Flow Diversion for the Management of Ruptured Intracranial Arterial Infudibular Dilatation: Proof of Principle and Therapeutic Protocol

Abstract

Thought to be benign anatomical variants, cerebral infundibular dilatations (ID) are most commonly encountered at the junction of the internal carotid artery (ICA) and the posterior communicating artery (PcomA). The true nature of this entity remains controversial, as some literature reports suggest they should be considered preaneurysmal lesions and a potential source of devastating subarachnoid hemorrhage. This report describes cases of presumably ruptured IDs and their therapeutic endovascular management. We retrospectively reviewed and analyzed patients with isolated subarachnoid hemorrhage (SAH) where the only potential cause was ruptured cerebral IDs, treated or not, between January 2012 and June 2021. Morphological and radiological features, treatment and procedural considerations, clinical and angiographic outcomes were also reviewed. Natural history of the ID is poorly understood, and its relation to SAH remains controversial. Ruptured cerebral IDs can be the suspected cause of bleeding if no other vascular lesion is present during multimodal examinations. Endovascular flow diversion stenting is safe and effective for the proper treatment of ruptured IDs. Pending further validations with longitudinal data are needed to legitimate the natural course of these mysterious lesions.

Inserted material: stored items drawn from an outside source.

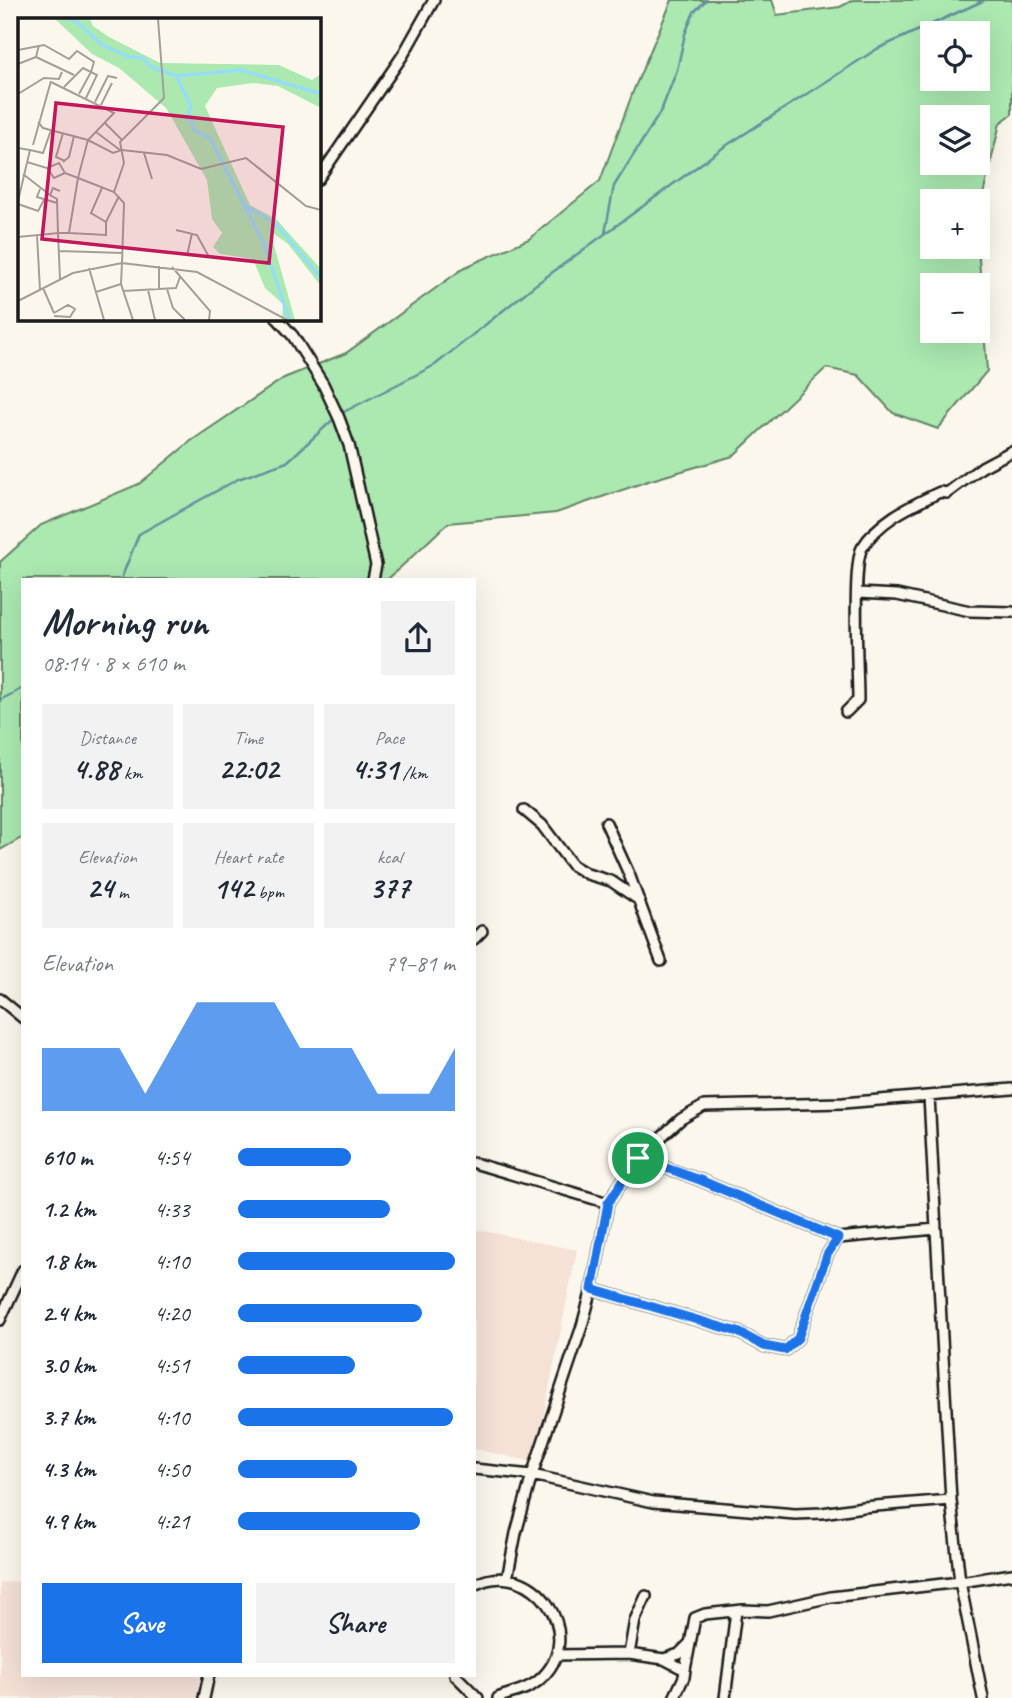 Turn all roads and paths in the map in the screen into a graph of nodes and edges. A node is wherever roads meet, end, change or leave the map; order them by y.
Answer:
1 (434, 0) edge
2 (320, 176) edge
3 (279, 320) edge
4 (1012, 451) edge
5 (373, 578) edge
6 (857, 593) junction
7 (1012, 612) edge
8 (846, 712) dead end
9 (524, 810) dead end
10 (606, 823) dead end
11 (639, 900) junction
12 (482, 931) dead end
13 (476, 937) edge
14 (661, 961) dead end
15 (0, 999) edge
16 (21, 1016) edge
17 (1012, 1089) edge
18 (929, 1096) junction
19 (638, 1158) junction
20 (476, 1164) edge
21 (608, 1203) junction
22 (936, 1228) junction
23 (838, 1238) junction
24 (21, 1274) edge
25 (592, 1289) junction
26 (1, 1315) edge
27 (476, 1469) edge
28 (532, 1475) junction
29 (951, 1500) junction
30 (1012, 1574) edge
31 (507, 1579) junction
32 (960, 1582) junction
33 (476, 1585) edge
34 (646, 1596) dead end
35 (736, 1611) junction
36 (690, 1642) junction
37 (629, 1654) junction
38 (556, 1656) junction
39 (664, 1659) junction
40 (685, 1670) junction
41 (209, 1677) edge
42 (458, 1677) edge
43 (204, 1698) edge
44 (478, 1698) edge
45 (498, 1698) edge
46 (674, 1698) edge
47 (725, 1698) edge
48 (983, 1698) edge

1 - 2 street
3 - 5 street
4 - 6 street
6 - 7 street
6 - 8 street
9 - 11 street
10 - 11 street
11 - 14 street
12 - 13 street
15 - 16 street
17 - 18 street
18 - 19 street
18 - 22 street
19 - 21 street
19 - 23 street
20 - 21 street
21 - 25 street
22 - 23 street
22 - 29 street
23 - 25 street
24 - 26 street
25 - 28 street
27 - 28 street
28 - 29 street
28 - 31 street
29 - 32 street
30 - 32 street
31 - 33 street
31 - 38 street
32 - 35 street
32 - 48 street
34 - 37 street
35 - 36 street
35 - 47 street
36 - 39 street
36 - 40 street
37 - 38 street
37 - 39 street
38 - 45 street
39 - 40 street
40 - 46 street
41 - 43 street
42 - 44 street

Keywords: anterior choroidal artery; flow diverter; infundibular dilatation; posterior communicating arteries; subarachnoid hemorrhage.

Figure 1

Schematic representation of ID with the adjacent origin of an intracranial artery, ophthalmic artery ID (A), posterior communicating artery ID (B) and ID at anterior choroidal artery (C).

Figure 2

EVT of a ruptured PcomA ID. An initial CT scan demonstrated the presence of SAH predominantly distributed across the left basal cisterns (A; white arrow). Cranial CTA did not document any cerebrovascular findings that could have caused the SAH (B). At 6 h after onset, catheter angiography confirmed the absence of a ruptured aneurysm but revealed a typical ID at the origin of the left PcomA (C). Delayed 3DRA/DSA (D,E; white arrows) 7 days after onset identified a possible rupture bleb on the lateral side of the left PcomA ID. Endovascular coil embolization of the ruptured bleb was unsuccessful, and a p64 FD was carefully deployed across the C7 segment of the left ICA (F,G). Contrast stagnation inside the ruptured ID bleb was seen on the delayed angiographic phase (not provided).

Figure 3

EVT of ruptured OA ID in a young woman. The initial radiological work-up indicated intracranial hemorrhage, suggesting the rupture of an intracranial aneurysm (A; white arrow). Cranial CTA and initial DSA did not reveal any cerebrovascular pathologies that could be associated with the hemorrhage (B,C). Three-dimensional rotational angiography demonstrated the presence of an ID at the level of the orifice of the left ophthalmic artery (D; white arrow). Endovascular FD deployment was performed with complete coverage of the OA infundibular orifice (E–G).

Figure 4

EVT of a ruptured PcomA ID in a 60-year-old man. Non-contrast cranial CT revealed a thin hemorrhage in the chiasmatic, interpeduncular, and left crural cisterns (A; white arrow). Subsequent repeated radiological examinations did not reveal any cerebrovascular pathology but confirmed the presence of an ID at the level of the left PcomA (B,C; white arrow). The assumed rupture site was the observed ID, and the patient received EVT (D,E). Noticeable contrast stagnation was observed in the PcomA ID after stent implantation (F).